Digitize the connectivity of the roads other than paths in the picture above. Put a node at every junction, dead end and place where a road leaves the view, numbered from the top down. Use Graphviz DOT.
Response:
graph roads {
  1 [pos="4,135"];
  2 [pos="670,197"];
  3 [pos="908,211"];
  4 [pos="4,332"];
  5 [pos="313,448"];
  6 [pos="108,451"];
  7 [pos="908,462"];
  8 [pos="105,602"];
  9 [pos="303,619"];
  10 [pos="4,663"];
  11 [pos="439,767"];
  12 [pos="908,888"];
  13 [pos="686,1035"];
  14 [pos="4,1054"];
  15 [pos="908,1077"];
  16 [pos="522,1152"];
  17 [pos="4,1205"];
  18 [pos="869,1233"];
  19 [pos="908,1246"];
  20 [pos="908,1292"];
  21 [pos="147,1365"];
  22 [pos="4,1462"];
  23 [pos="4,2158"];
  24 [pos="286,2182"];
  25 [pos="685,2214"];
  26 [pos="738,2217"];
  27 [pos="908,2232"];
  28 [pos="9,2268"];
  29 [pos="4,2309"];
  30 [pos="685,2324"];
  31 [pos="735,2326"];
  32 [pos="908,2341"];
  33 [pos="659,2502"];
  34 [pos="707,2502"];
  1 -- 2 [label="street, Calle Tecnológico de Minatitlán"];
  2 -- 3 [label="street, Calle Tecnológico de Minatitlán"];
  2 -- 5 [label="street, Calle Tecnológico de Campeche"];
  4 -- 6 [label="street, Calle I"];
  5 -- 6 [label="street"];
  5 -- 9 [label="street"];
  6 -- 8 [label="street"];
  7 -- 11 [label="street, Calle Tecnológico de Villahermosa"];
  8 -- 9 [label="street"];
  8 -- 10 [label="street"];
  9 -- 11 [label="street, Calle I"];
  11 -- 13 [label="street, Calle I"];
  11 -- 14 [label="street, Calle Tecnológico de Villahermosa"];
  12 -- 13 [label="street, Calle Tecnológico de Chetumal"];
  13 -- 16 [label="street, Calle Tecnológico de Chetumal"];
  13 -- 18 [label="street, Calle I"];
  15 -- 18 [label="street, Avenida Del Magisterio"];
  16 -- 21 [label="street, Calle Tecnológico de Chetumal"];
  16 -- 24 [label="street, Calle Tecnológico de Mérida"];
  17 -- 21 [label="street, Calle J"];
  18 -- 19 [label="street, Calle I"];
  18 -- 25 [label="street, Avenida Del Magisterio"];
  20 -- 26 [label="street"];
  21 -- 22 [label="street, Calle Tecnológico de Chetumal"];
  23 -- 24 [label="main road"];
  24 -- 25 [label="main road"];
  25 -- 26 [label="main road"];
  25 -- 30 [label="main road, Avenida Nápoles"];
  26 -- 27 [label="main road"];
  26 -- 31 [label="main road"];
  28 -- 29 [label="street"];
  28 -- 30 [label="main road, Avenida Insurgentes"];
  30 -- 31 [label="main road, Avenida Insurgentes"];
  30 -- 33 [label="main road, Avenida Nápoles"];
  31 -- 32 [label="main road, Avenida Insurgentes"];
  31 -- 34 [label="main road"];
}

_____

= TASK GOAL =
All of the material above should be printed out in full, word for word.

= WRITTEN SOLUTION =
Digitize the connectivity of the roads other than paths in the picture above. Put a node at every junction, dead end and place where a road leaves the view, numbered from the top down. Use Graphviz DOT.
Response:
graph roads {
  1 [pos="4,135"];
  2 [pos="670,197"];
  3 [pos="908,211"];
  4 [pos="4,332"];
  5 [pos="313,448"];
  6 [pos="108,451"];
  7 [pos="908,462"];
  8 [pos="105,602"];
  9 [pos="303,619"];
  10 [pos="4,663"];
  11 [pos="439,767"];
  12 [pos="908,888"];
  13 [pos="686,1035"];
  14 [pos="4,1054"];
  15 [pos="908,1077"];
  16 [pos="522,1152"];
  17 [pos="4,1205"];
  18 [pos="869,1233"];
  19 [pos="908,1246"];
  20 [pos="908,1292"];
  21 [pos="147,1365"];
  22 [pos="4,1462"];
  23 [pos="4,2158"];
  24 [pos="286,2182"];
  25 [pos="685,2214"];
  26 [pos="738,2217"];
  27 [pos="908,2232"];
  28 [pos="9,2268"];
  29 [pos="4,2309"];
  30 [pos="685,2324"];
  31 [pos="735,2326"];
  32 [pos="908,2341"];
  33 [pos="659,2502"];
  34 [pos="707,2502"];
  1 -- 2 [label="street, Calle Tecnológico de Minatitlán"];
  2 -- 3 [label="street, Calle Tecnológico de Minatitlán"];
  2 -- 5 [label="street, Calle Tecnológico de Campeche"];
  4 -- 6 [label="street, Calle I"];
  5 -- 6 [label="street"];
  5 -- 9 [label="street"];
  6 -- 8 [label="street"];
  7 -- 11 [label="street, Calle Tecnológico de Villahermosa"];
  8 -- 9 [label="street"];
  8 -- 10 [label="street"];
  9 -- 11 [label="street, Calle I"];
  11 -- 13 [label="street, Calle I"];
  11 -- 14 [label="street, Calle Tecnológico de Villahermosa"];
  12 -- 13 [label="street, Calle Tecnológico de Chetumal"];
  13 -- 16 [label="street, Calle Tecnológico de Chetumal"];
  13 -- 18 [label="street, Calle I"];
  15 -- 18 [label="street, Avenida Del Magisterio"];
  16 -- 21 [label="street, Calle Tecnológico de Chetumal"];
  16 -- 24 [label="street, Calle Tecnológico de Mérida"];
  17 -- 21 [label="street, Calle J"];
  18 -- 19 [label="street, Calle I"];
  18 -- 25 [label="street, Avenida Del Magisterio"];
  20 -- 26 [label="street"];
  21 -- 22 [label="street, Calle Tecnológico de Chetumal"];
  23 -- 24 [label="main road"];
  24 -- 25 [label="main road"];
  25 -- 26 [label="main road"];
  25 -- 30 [label="main road, Avenida Nápoles"];
  26 -- 27 [label="main road"];
  26 -- 31 [label="main road"];
  28 -- 29 [label="street"];
  28 -- 30 [label="main road, Avenida Insurgentes"];
  30 -- 31 [label="main road, Avenida Insurgentes"];
  30 -- 33 [label="main road, Avenida Nápoles"];
  31 -- 32 [label="main road, Avenida Insurgentes"];
  31 -- 34 [label="main road"];
}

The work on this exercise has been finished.